## DESCRIPTION OF THE TASK
Copy all entries without alteration and skip the pictures they hold.

***** INFORMATION PROVIDED *****

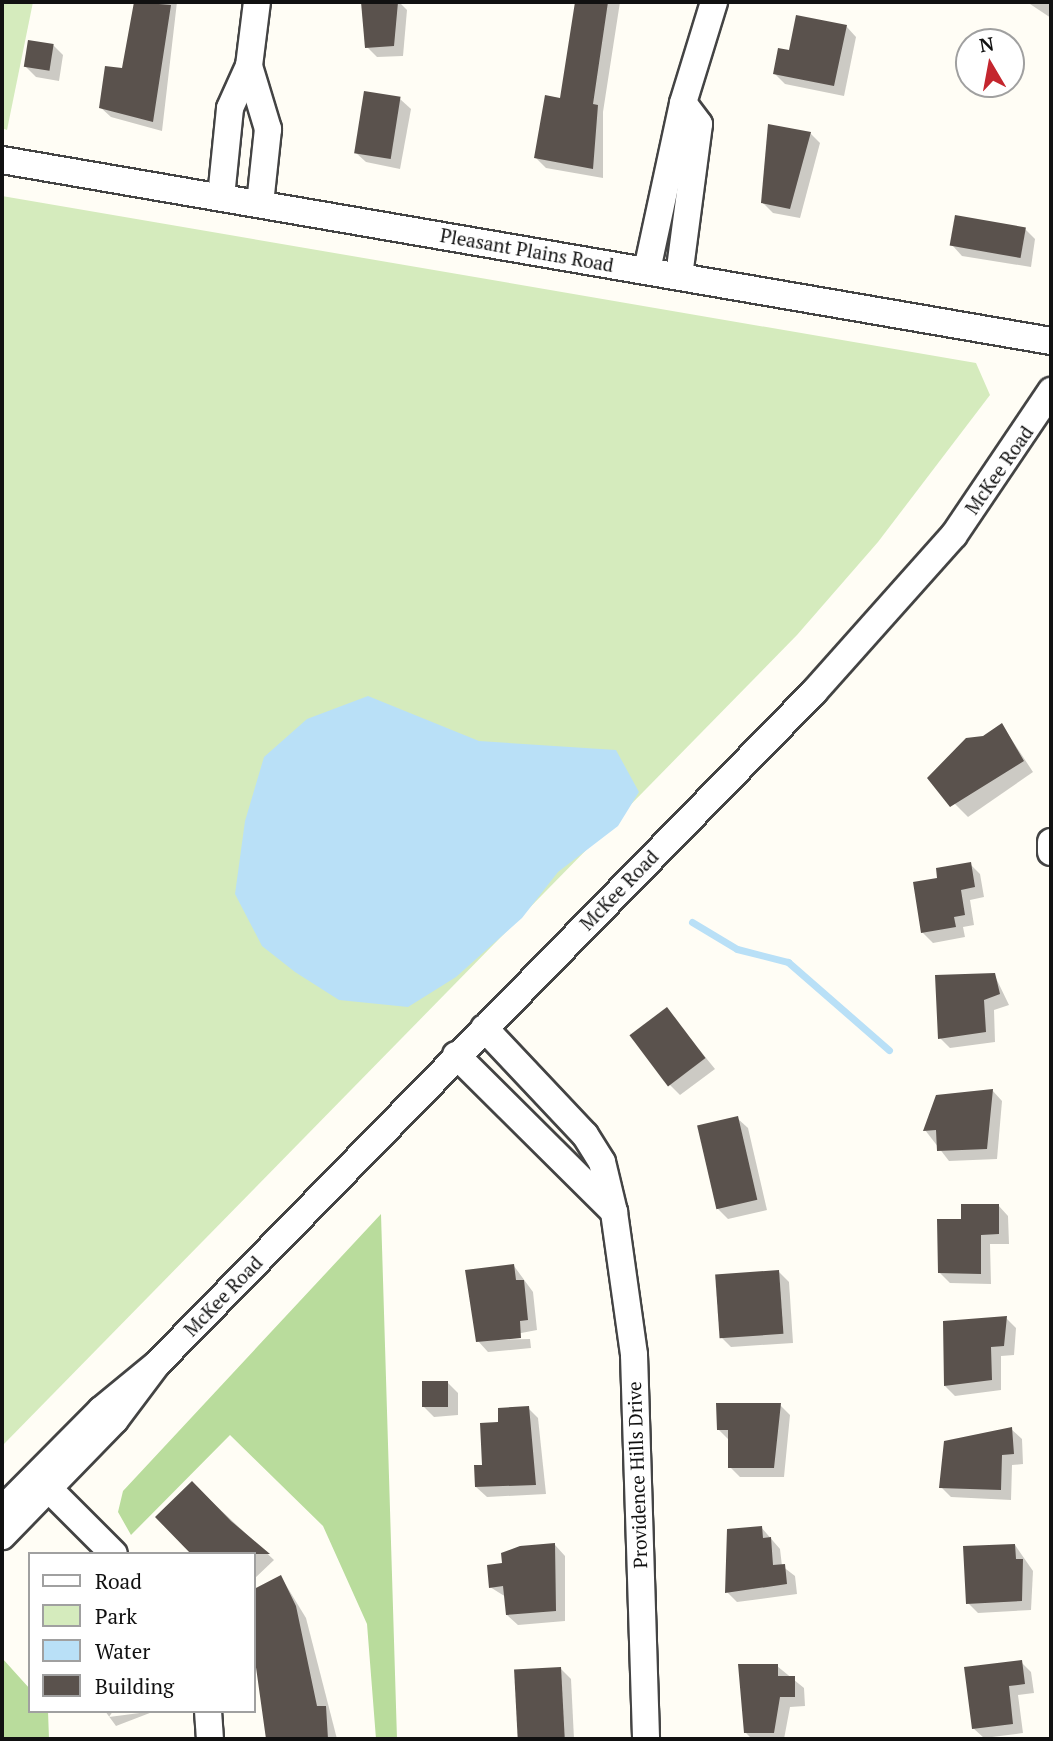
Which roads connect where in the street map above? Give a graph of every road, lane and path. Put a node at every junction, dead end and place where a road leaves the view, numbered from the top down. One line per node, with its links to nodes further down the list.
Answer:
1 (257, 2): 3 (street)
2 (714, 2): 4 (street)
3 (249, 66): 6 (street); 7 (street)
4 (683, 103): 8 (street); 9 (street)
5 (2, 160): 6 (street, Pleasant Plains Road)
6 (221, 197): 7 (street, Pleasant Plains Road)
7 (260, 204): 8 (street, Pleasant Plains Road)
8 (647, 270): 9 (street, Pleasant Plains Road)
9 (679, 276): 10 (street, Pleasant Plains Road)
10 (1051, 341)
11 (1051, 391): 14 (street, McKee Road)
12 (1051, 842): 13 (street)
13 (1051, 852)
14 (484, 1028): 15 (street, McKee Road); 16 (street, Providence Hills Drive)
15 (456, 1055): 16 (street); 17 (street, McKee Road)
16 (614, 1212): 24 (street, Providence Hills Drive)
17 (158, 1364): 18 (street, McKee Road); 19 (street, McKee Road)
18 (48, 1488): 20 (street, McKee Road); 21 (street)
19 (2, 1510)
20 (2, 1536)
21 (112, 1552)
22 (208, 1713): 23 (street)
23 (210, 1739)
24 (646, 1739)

*****

## TASK RESPONSE
Which roads connect where in the street map above? Give a graph of every road, lane and path. Put a node at every junction, dead end and place where a road leaves the view, numbered from the top down. One line per node, with its links to nodes further down the list.
Answer:
1 (257, 2): 3 (street)
2 (714, 2): 4 (street)
3 (249, 66): 6 (street); 7 (street)
4 (683, 103): 8 (street); 9 (street)
5 (2, 160): 6 (street, Pleasant Plains Road)
6 (221, 197): 7 (street, Pleasant Plains Road)
7 (260, 204): 8 (street, Pleasant Plains Road)
8 (647, 270): 9 (street, Pleasant Plains Road)
9 (679, 276): 10 (street, Pleasant Plains Road)
10 (1051, 341)
11 (1051, 391): 14 (street, McKee Road)
12 (1051, 842): 13 (street)
13 (1051, 852)
14 (484, 1028): 15 (street, McKee Road); 16 (street, Providence Hills Drive)
15 (456, 1055): 16 (street); 17 (street, McKee Road)
16 (614, 1212): 24 (street, Providence Hills Drive)
17 (158, 1364): 18 (street, McKee Road); 19 (street, McKee Road)
18 (48, 1488): 20 (street, McKee Road); 21 (street)
19 (2, 1510)
20 (2, 1536)
21 (112, 1552)
22 (208, 1713): 23 (street)
23 (210, 1739)
24 (646, 1739)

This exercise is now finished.